> **Records from a data source**
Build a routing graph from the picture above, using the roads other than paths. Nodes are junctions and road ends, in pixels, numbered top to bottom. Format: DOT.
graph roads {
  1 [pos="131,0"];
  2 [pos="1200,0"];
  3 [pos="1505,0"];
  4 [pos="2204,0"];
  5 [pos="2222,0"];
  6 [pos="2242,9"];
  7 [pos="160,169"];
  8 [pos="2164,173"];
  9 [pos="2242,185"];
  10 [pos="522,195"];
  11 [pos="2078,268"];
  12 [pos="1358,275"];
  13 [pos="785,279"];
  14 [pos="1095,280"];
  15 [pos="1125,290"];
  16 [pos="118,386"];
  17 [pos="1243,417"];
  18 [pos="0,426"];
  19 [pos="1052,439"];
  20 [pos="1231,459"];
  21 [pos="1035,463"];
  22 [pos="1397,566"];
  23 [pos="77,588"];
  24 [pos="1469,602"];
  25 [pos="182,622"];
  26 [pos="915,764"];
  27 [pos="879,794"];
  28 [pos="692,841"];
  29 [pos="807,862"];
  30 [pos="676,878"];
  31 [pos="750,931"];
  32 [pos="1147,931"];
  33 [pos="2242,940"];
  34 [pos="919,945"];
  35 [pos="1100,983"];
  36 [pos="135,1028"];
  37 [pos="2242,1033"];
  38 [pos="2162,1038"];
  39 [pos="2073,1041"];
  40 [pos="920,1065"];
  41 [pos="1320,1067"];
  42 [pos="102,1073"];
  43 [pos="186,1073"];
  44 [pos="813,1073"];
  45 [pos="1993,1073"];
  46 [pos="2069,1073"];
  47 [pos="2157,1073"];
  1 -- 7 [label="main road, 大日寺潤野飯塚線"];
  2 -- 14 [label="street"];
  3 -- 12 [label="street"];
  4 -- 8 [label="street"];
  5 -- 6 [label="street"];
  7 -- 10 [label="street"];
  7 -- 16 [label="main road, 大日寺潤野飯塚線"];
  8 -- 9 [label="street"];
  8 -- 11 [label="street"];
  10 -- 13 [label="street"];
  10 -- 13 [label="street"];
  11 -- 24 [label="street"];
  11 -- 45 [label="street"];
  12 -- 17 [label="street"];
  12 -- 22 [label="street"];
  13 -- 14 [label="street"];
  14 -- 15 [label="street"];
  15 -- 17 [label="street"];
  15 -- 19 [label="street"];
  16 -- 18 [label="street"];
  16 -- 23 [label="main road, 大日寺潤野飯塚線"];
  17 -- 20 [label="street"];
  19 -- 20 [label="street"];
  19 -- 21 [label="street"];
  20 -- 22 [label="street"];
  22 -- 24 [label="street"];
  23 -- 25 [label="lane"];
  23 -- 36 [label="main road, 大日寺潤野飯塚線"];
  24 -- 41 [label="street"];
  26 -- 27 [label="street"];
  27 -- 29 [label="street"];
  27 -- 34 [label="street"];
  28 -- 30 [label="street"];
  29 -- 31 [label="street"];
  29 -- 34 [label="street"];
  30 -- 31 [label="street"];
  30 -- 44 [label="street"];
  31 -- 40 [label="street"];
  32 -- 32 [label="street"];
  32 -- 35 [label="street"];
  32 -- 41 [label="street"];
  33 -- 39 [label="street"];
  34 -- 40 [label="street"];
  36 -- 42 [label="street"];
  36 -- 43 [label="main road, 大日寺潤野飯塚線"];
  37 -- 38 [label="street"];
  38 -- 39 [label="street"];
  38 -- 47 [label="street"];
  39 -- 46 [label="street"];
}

> **Exercise objective**
Could you retype every record above exactly as written?

> **Task response**
Build a routing graph from the picture above, using the roads other than paths. Nodes are junctions and road ends, in pixels, numbered top to bottom. Format: DOT.
graph roads {
  1 [pos="131,0"];
  2 [pos="1200,0"];
  3 [pos="1505,0"];
  4 [pos="2204,0"];
  5 [pos="2222,0"];
  6 [pos="2242,9"];
  7 [pos="160,169"];
  8 [pos="2164,173"];
  9 [pos="2242,185"];
  10 [pos="522,195"];
  11 [pos="2078,268"];
  12 [pos="1358,275"];
  13 [pos="785,279"];
  14 [pos="1095,280"];
  15 [pos="1125,290"];
  16 [pos="118,386"];
  17 [pos="1243,417"];
  18 [pos="0,426"];
  19 [pos="1052,439"];
  20 [pos="1231,459"];
  21 [pos="1035,463"];
  22 [pos="1397,566"];
  23 [pos="77,588"];
  24 [pos="1469,602"];
  25 [pos="182,622"];
  26 [pos="915,764"];
  27 [pos="879,794"];
  28 [pos="692,841"];
  29 [pos="807,862"];
  30 [pos="676,878"];
  31 [pos="750,931"];
  32 [pos="1147,931"];
  33 [pos="2242,940"];
  34 [pos="919,945"];
  35 [pos="1100,983"];
  36 [pos="135,1028"];
  37 [pos="2242,1033"];
  38 [pos="2162,1038"];
  39 [pos="2073,1041"];
  40 [pos="920,1065"];
  41 [pos="1320,1067"];
  42 [pos="102,1073"];
  43 [pos="186,1073"];
  44 [pos="813,1073"];
  45 [pos="1993,1073"];
  46 [pos="2069,1073"];
  47 [pos="2157,1073"];
  1 -- 7 [label="main road, 大日寺潤野飯塚線"];
  2 -- 14 [label="street"];
  3 -- 12 [label="street"];
  4 -- 8 [label="street"];
  5 -- 6 [label="street"];
  7 -- 10 [label="street"];
  7 -- 16 [label="main road, 大日寺潤野飯塚線"];
  8 -- 9 [label="street"];
  8 -- 11 [label="street"];
  10 -- 13 [label="street"];
  10 -- 13 [label="street"];
  11 -- 24 [label="street"];
  11 -- 45 [label="street"];
  12 -- 17 [label="street"];
  12 -- 22 [label="street"];
  13 -- 14 [label="street"];
  14 -- 15 [label="street"];
  15 -- 17 [label="street"];
  15 -- 19 [label="street"];
  16 -- 18 [label="street"];
  16 -- 23 [label="main road, 大日寺潤野飯塚線"];
  17 -- 20 [label="street"];
  19 -- 20 [label="street"];
  19 -- 21 [label="street"];
  20 -- 22 [label="street"];
  22 -- 24 [label="street"];
  23 -- 25 [label="lane"];
  23 -- 36 [label="main road, 大日寺潤野飯塚線"];
  24 -- 41 [label="street"];
  26 -- 27 [label="street"];
  27 -- 29 [label="street"];
  27 -- 34 [label="street"];
  28 -- 30 [label="street"];
  29 -- 31 [label="street"];
  29 -- 34 [label="street"];
  30 -- 31 [label="street"];
  30 -- 44 [label="street"];
  31 -- 40 [label="street"];
  32 -- 32 [label="street"];
  32 -- 35 [label="street"];
  32 -- 41 [label="street"];
  33 -- 39 [label="street"];
  34 -- 40 [label="street"];
  36 -- 42 [label="street"];
  36 -- 43 [label="main road, 大日寺潤野飯塚線"];
  37 -- 38 [label="street"];
  38 -- 39 [label="street"];
  38 -- 47 [label="street"];
  39 -- 46 [label="street"];
}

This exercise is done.